肝硬化患者內臟血管高度擴張,使有效循環血容量不足,進而激活腎素-血管緊張素-醛固酮系統,造成水鈉潴留;低白蛋白血癥引起心肌組織水腫;繼發消化道出血期間,動脈壓降低、有效血容量減少分別刺激壓力感受器和容量感受器,心輸出量及心率代償性增加,導致心肌缺血、缺氧[8]。入院后第3天,患者出現胸悶、氣促、雙下肢末端和身體低垂部位水腫,尿量減少至25 mL/h,N末端腦鈉肽前體為2 578 pg/mL,并進行性上升至8 354 pg/mL,醫生診斷為急性心力衰竭。管理重點為減輕容量超負荷,達到個體化的最佳容量平衡狀態[9]。護士準確評估患者容量狀態,每2 h 1次監測中心靜脈壓,評估肺部啰音、身體水腫程度和范圍等,容量管理目標設置為每日出入量負平衡約500 mL,癥狀緩解后維持出入平衡,護理電子病歷中自動呈現患者每小時出入量趨勢圖,實現出入量實時監控及預警。遵醫囑予去乙酰毛花苷、嗎啡、呋塞米強心、利尿治療后效果不佳,予加用托伐普坦抑制腎小管對水的重吸收,從而有效清除體內游離水分[10]。用藥期間護士嚴密監測患者有無血鈉升高和口渴癥狀,避免血鈉快速升高導致的中樞神經系統脫髓鞘疾病的發生。經過上述措施,患者心力衰竭癥狀逐漸好轉,胸悶、氣促緩解,水腫消退。入院后第10天、第16天復查N末端腦鈉肽前體為1 790 pg/mL、460 pg/mL,住院期間血清鈉137~142 mmol/L,血清鉀3.99~4.20 mmol/L。
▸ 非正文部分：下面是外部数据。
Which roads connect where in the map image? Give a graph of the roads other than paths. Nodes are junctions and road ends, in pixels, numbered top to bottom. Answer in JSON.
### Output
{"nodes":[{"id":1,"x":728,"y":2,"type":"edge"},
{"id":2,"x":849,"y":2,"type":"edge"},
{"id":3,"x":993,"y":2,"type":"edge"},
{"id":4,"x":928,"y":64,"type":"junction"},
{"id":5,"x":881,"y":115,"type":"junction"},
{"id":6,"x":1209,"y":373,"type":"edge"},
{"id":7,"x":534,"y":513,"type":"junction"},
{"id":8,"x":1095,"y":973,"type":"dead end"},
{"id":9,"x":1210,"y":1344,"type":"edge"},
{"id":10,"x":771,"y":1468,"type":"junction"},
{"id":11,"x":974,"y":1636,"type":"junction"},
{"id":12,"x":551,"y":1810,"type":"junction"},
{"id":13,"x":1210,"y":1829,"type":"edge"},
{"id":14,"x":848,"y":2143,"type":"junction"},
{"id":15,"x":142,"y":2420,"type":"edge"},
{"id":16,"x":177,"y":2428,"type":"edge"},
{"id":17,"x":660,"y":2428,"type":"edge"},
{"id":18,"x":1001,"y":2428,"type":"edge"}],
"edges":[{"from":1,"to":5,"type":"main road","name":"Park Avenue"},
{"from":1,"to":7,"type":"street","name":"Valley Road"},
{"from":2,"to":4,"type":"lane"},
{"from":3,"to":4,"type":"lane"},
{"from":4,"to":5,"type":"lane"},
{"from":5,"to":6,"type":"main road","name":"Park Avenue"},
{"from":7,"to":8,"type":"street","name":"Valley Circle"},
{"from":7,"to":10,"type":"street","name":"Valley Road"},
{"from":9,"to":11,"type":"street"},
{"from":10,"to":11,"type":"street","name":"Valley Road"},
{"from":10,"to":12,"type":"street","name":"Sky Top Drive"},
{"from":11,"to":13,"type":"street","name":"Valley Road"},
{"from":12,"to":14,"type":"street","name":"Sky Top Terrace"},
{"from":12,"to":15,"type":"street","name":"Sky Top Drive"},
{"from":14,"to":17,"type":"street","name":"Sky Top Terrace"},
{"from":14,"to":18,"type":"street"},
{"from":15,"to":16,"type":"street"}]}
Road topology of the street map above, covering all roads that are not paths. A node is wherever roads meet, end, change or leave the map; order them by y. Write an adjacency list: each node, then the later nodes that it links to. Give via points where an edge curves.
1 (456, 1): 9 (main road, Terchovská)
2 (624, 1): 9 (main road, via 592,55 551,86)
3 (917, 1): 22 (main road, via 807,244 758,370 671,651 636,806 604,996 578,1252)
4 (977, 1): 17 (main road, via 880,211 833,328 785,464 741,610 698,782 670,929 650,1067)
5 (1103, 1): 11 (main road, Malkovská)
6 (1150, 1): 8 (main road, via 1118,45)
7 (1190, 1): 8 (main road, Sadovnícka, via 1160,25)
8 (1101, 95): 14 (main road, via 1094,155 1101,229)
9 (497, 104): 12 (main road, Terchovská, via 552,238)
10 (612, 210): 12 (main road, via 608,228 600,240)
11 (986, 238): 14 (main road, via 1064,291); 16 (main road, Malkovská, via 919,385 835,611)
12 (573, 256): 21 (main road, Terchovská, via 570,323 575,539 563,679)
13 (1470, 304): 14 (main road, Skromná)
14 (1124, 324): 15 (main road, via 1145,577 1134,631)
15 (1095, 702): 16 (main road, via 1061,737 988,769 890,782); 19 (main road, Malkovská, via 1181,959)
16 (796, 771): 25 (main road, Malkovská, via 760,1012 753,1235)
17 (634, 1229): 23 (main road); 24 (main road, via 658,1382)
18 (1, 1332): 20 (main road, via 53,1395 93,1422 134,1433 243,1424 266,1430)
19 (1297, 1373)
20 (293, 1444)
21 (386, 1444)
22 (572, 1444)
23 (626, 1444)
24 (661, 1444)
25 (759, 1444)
研究[11]發現,ITP患者在出血風險增加的同時,合并動、靜脈血栓的風險增加。該例患者病情危重、臥床時間長,靜脈血栓栓塞癥風險評估表(Caprini評分表)評分8分;急性心力衰竭治療期間維持出入量負平衡,加大血栓發生風險;TIPS術后因血小板極低,無法使用抗凝藥物預防術后門靜脈和人工血管內血栓形成。輔助檢查提示D-二聚體最高達10 415 μg/L,全外顯子基因檢測結果示易栓癥基因檢出MTHFR,說明該例患者因遺傳性因素易發生血栓形成和血栓栓塞。因此,平衡出血風險和血栓形成風險是臨床護理的難點。護士每4 h 1次評估患者意識、瞳孔、四肢肌力情況,每班評估雙下肢的顏色和溫度、足背動脈搏動及有無腫脹、疼痛等不適。患者每周行床旁血管超聲檢查,檢查門靜脈支架通暢情況、下肢深靜脈通暢程度。一旦患者出現呼吸困難、胸痛、胸悶、咯血等癥狀時,護士應警惕肺栓塞,及時匯報醫生并啟動急救流程。該例患者因雙下肢大片瘀斑,無法行間歇充氣加壓預防血栓,此時,踝泵運動對股靜脈血流的促進作用最理想,護士每6 h 1次指導患者行踝、髖、膝關節主動運動。入院后第17天,患者生命體征穩定,血小板上升至35×109/L,護士協助其下床活動并落實預防跌倒措施。血小板升至70×109/L后,遵醫囑及時停用止血藥物,加用利伐沙班10 mg/d口服抗凝治療。該例患者住院期間未發生血栓栓塞,TIPS術后門靜脈流速38~50 cm/s。
本例患者入院時病情危重,經過個體化的治療和護理,患者病情逐漸穩定并康復出院。護士具有前瞻性風險評估和防范意識,遵醫囑實施升血小板藥物護理,加強腸道管理,實施精準液體管理,準確預防及處理血栓栓塞并發癥是成功救治的關鍵。